Kramer: Das ist die Gegenposition und es gab auch unter uns Stimmen, die sagten: „Lasst das, wie es ist!“ Die Mehrheit in unserer Gruppe war aber der Meinung, dass sich eine Überarbeitung lohnt. Es ist ja auch immer noch nicht alles drin. Die Leitsätze können und sollen nicht alles abbilden. Sie sind kein vollständiger Katalog dessen, was heute in der evangelischen Kirche wichtig ist. Es gibt ganz viele Themen, deren Fehlen man bemängeln kann. Aber es soll ja auch ein Anregungspapier sein, das Diskussionen auslöst und das sich die Landeskirchen – wenn sie mögen – in ihren Zukunftsprozessen anschauen können.
Eule: Im 12. Leitsatz heißt es: „Wichtig ist, dass zukünftig dieselbe Aufgabe jeweils nur noch einmal gemacht wird – und dafür gut.“ Geht es dabei um eine verstärkte Zentralisierung?

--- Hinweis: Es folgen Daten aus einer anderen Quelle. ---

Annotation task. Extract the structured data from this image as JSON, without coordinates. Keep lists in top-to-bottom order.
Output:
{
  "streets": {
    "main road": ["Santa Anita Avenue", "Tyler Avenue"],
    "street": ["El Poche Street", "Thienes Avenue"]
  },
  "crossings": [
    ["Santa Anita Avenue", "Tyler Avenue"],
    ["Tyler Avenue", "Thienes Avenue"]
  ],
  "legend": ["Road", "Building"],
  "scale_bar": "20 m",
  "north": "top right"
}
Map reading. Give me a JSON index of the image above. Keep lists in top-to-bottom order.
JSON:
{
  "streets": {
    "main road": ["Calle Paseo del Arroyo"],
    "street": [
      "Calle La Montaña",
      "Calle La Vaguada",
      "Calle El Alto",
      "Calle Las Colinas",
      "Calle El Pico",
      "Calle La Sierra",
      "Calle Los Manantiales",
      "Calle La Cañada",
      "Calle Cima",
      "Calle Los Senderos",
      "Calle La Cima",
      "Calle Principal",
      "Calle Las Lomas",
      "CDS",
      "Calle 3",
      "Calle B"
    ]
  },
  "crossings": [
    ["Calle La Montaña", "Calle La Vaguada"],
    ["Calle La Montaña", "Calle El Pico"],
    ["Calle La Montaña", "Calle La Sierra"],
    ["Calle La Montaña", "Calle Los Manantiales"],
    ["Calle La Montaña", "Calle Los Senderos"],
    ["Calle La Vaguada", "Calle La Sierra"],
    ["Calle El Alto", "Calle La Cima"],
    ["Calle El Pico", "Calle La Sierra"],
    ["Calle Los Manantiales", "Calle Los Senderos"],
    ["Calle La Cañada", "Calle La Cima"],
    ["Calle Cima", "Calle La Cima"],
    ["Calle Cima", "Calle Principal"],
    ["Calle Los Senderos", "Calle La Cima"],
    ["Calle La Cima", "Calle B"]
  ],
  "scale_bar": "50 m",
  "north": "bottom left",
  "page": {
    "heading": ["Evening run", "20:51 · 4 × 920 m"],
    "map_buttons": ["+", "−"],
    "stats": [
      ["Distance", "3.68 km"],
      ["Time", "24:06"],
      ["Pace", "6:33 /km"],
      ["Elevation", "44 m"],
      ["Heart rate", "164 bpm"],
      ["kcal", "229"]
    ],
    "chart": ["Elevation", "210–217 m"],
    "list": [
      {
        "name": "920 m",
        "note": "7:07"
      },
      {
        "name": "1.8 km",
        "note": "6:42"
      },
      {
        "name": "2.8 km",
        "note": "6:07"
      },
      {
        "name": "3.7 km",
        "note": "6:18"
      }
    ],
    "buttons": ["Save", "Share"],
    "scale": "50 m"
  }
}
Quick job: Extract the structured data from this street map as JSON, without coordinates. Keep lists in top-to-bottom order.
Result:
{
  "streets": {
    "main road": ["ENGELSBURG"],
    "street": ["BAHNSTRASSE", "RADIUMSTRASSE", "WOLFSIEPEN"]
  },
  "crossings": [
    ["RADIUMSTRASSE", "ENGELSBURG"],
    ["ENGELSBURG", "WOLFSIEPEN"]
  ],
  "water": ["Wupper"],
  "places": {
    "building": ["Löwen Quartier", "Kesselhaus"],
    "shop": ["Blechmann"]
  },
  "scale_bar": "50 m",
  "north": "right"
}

Kramer: Zentralisierung Ja oder Nein ist eine spannende Frage. Man hat nach „Kirche der Freiheit“ zum Beispiel Kompetenzzentren errichtet. Da fragen wir uns heute, wie die weiterentwickelt werden können. Wo kann man Dinge nochmal stärker bündeln? Das kann man schön auch in meiner eigenen Landeskirche sehen:
In Wittenberg haben wir ja das Zentrum für evangelische Gottesdienst- und Predigtkultur. Die unterschiedlichen Kompetenzzentren zu diesen Fragen sollen sich stärker vernetzen. Ich glaube, wir dürfen nicht so eine Angst vor Zentralisierung haben nach dem Motto: „Jetzt wird alles zentral gesteuert!“. Gerade für uns finanziell schwächere Landeskirchen im Osten ist es selbstverständlich, Dinge gemeinsam zu machen. Das wird perspektivisch immer mehr der Fall sein, weil wir alle den Finanzierungsdruck merken. Andernfalls rutschen uns dann auch Sachen weg, die wir nicht mehr finanziert oder besetzt kriegen. Wenn man sich hingegen zusammentut, vorrangig in den Regionen, dann kann man das weiter leisten, aber eben nicht mehr jede Landeskirche für sich.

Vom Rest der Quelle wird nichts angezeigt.